BMC Medical Research Methodology (Feb 2012)
Graphical modeling of binary data using the LASSO: a simulation study
Abstract
Abstract Background Graphical models were identified as a promising new approach to modeling high-dimensional clinical data. They provided a probabilistic tool to display, analyze and visualize the net-like dependence structures by drawing a graph describing the conditional dependencies between the variables. Until now, the main focus of research was on building Gaussian graphical models for continuous multivariate data following a multivariate normal distribution. Satisfactory solutions for binary data were missing. We adapted the method of Meinshausen and Bühlmann to binary data and used the LASSO for logistic regression. Objective of this paper was to examine the performance of the Bolasso to the development of graphical models for high dimensional binary data. We hypothesized that the performance of Bolasso is superior to competing LASSO methods to identify graphical models. Methods We analyzed the Bolasso to derive graphical models in comparison with other LASSO based method. Model performance was assessed in a simulation study with random data generated via symmetric local logistic regression models and Gibbs sampling. Main outcome variables were the Structural Hamming Distance and the Youden Index. We applied the results of the simulation study to a real-life data with functioning data of patients having head and neck cancer. Results Bootstrap aggregating as incorporated in the Bolasso algorithm greatly improved the performance in higher sample sizes.
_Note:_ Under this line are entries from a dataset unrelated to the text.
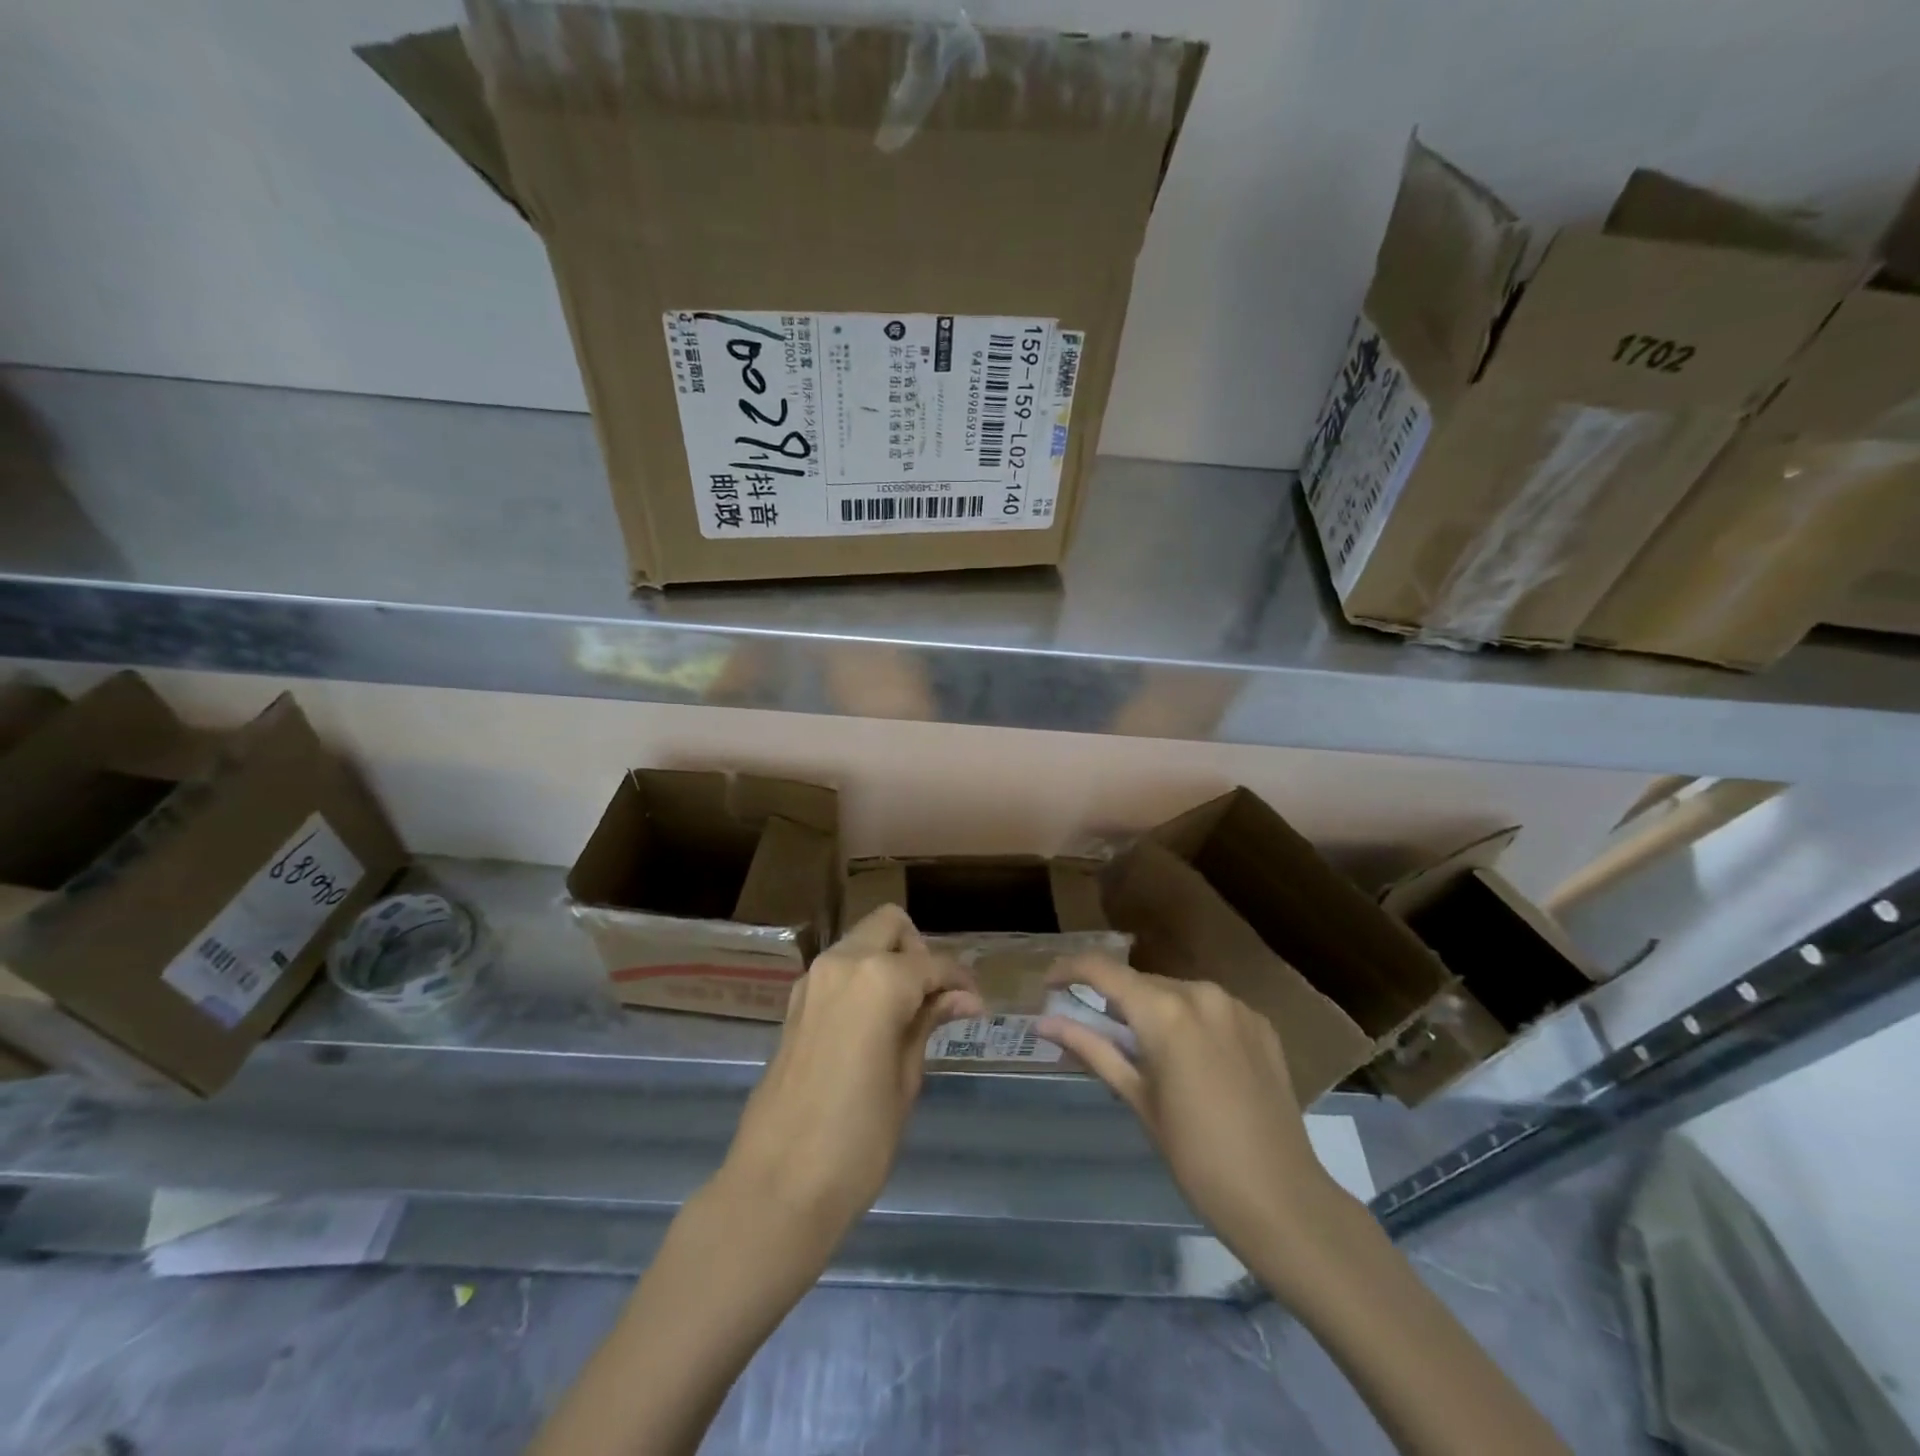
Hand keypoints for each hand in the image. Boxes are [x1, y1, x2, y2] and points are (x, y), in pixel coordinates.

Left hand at [717, 904, 983, 1247]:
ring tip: (910, 1013)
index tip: (977, 1006)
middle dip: (918, 951)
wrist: (777, 1187)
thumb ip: (929, 1023)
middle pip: (889, 925)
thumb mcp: (906, 1079)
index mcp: (878, 979)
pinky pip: (839, 969)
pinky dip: (863, 978)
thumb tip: (963, 998)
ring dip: (889, 961)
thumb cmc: (858, 1139)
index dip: (960, 982)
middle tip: (935, 999)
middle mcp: (842, 963)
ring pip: (861, 942)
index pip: (932, 964)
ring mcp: (812, 980)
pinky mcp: (794, 1003)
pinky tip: (876, 1023)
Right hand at [1037, 955, 1353, 1280]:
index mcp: (1166, 1012)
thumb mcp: (1137, 1099)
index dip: (1069, 970)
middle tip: (1093, 1031)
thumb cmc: (1196, 1156)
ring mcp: (1237, 1006)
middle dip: (1113, 1000)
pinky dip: (1188, 1021)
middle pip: (1141, 982)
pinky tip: (1189, 1058)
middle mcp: (1202, 993)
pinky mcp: (1261, 1024)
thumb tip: (1043, 1023)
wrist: (1282, 1200)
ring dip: (1152, 1010)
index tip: (1048, 984)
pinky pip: (1210, 1008)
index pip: (1103, 971)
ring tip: (1143, 1051)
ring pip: (1176, 992)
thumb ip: (1090, 1049)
The number of bootstraps did have minimal impact on performance. Bolasso performed reasonable well with a cutpoint of 0.90 and a small penalty term. Optimal prediction for Bolasso leads to very conservative models in comparison with AIC, BIC or cross-validated optimal penalty terms. Conclusions Bootstrap aggregating may improve variable selection if the underlying selection process is not too unstable due to small sample size and if one is mainly interested in reducing the false discovery rate. We propose using the Bolasso for graphical modeling in large sample sizes.